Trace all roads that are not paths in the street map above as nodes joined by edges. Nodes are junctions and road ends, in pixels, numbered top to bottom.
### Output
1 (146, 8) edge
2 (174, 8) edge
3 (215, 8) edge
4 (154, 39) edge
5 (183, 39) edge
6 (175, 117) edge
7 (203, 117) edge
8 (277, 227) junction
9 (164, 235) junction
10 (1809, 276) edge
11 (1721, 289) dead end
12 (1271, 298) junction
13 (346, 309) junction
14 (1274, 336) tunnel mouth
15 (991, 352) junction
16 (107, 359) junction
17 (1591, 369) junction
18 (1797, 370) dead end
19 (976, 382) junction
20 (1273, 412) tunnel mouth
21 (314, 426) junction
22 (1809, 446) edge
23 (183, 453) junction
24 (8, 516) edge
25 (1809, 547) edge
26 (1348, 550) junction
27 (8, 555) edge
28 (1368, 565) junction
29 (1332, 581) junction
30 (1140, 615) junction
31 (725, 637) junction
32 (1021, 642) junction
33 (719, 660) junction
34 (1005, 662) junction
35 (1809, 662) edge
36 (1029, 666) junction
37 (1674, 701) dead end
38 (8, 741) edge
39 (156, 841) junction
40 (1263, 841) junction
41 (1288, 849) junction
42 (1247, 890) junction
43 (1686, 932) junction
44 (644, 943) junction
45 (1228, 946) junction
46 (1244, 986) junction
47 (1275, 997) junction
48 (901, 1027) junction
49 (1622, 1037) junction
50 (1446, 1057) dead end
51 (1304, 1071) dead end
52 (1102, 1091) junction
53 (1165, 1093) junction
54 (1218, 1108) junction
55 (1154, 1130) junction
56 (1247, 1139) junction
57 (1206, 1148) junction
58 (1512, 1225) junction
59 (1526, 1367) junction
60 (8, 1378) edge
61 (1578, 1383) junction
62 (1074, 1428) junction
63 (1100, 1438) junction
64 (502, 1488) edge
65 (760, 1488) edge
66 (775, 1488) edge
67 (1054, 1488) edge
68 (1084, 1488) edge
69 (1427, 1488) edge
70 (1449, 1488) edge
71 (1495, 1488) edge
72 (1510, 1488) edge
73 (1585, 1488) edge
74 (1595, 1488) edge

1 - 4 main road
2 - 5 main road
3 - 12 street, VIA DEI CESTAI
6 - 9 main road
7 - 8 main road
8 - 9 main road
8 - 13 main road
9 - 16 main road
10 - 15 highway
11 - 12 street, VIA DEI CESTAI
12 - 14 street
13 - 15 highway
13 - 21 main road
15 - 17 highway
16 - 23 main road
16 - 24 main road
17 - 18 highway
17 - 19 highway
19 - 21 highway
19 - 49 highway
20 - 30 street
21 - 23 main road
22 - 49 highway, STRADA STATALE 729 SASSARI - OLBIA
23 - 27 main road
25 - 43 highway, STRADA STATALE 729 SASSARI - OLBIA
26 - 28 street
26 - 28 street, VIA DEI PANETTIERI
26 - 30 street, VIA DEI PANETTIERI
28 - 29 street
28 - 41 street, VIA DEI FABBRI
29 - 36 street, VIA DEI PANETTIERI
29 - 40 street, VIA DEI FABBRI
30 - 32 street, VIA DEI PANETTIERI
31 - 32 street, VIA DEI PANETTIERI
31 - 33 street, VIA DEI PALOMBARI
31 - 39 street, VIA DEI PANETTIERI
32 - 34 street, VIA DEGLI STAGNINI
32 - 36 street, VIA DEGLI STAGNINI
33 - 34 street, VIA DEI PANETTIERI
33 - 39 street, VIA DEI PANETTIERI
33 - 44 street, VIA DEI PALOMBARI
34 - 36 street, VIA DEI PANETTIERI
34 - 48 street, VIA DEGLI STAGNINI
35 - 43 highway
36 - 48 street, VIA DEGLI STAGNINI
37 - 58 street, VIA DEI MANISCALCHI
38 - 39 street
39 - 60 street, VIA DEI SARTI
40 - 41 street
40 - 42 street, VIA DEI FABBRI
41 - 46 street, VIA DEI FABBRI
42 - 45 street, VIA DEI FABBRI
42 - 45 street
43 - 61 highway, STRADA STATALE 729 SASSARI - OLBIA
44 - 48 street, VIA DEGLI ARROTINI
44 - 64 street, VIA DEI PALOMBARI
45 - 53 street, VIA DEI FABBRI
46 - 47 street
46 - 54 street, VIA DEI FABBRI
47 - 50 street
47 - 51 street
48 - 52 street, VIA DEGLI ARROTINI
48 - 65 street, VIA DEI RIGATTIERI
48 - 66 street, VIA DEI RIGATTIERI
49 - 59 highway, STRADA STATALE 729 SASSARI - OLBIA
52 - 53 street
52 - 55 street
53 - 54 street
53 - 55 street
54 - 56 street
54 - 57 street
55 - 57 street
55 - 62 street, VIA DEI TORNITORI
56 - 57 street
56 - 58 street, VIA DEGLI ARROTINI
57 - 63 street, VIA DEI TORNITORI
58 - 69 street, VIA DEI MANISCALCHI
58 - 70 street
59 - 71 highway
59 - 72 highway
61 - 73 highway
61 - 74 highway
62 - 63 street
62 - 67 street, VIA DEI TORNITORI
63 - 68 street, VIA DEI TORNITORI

──────────────────────────────

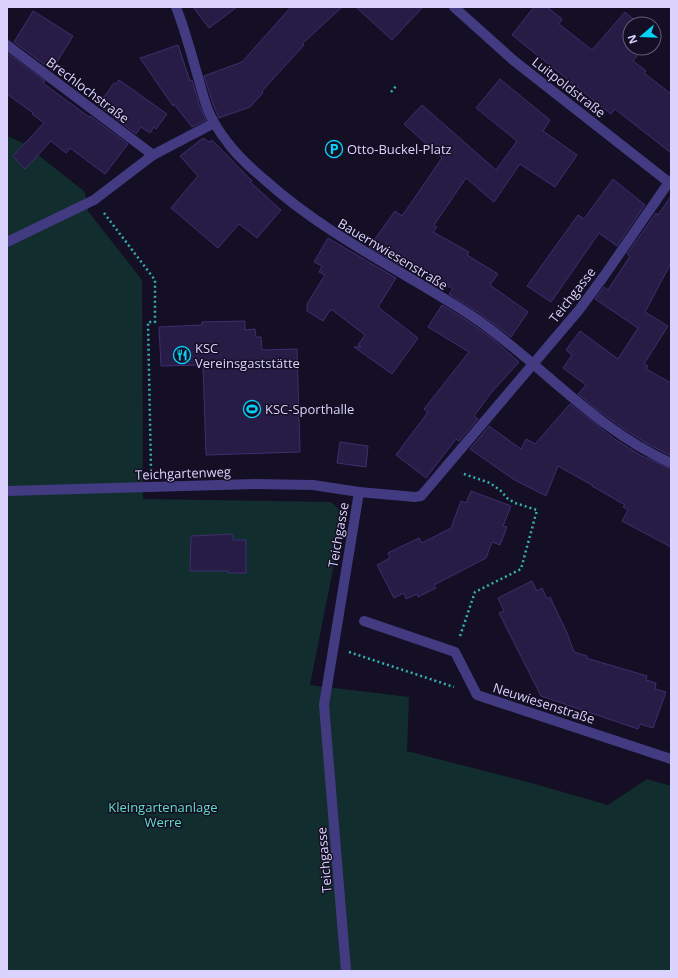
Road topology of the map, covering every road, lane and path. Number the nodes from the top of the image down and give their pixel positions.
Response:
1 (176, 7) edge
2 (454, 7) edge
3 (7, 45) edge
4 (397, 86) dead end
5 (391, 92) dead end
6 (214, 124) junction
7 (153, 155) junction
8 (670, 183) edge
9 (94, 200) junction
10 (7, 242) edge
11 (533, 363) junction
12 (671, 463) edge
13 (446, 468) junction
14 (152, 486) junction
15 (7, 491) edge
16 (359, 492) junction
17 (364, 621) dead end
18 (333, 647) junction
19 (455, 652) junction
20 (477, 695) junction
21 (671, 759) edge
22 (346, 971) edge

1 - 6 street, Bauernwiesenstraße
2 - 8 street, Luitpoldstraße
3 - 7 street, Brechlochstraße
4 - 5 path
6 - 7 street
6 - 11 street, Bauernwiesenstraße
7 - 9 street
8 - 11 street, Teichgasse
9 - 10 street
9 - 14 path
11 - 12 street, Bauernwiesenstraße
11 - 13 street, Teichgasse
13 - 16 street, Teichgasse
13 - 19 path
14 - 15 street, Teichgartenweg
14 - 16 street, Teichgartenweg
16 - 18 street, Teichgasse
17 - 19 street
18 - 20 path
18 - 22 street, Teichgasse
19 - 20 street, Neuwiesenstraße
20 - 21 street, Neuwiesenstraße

──────────────────────────────

# [Assignment]
Every line of the listing that includes the word "OLBIA" forms the answer.

# [Reply to the task]
22 - 49 highway, STRADA STATALE 729 SASSARI - OLBIA
25 - 43 highway, STRADA STATALE 729 SASSARI - OLBIA
43 - 61 highway, STRADA STATALE 729 SASSARI - OLBIA
49 - 59 highway, STRADA STATALE 729 SASSARI - OLBIA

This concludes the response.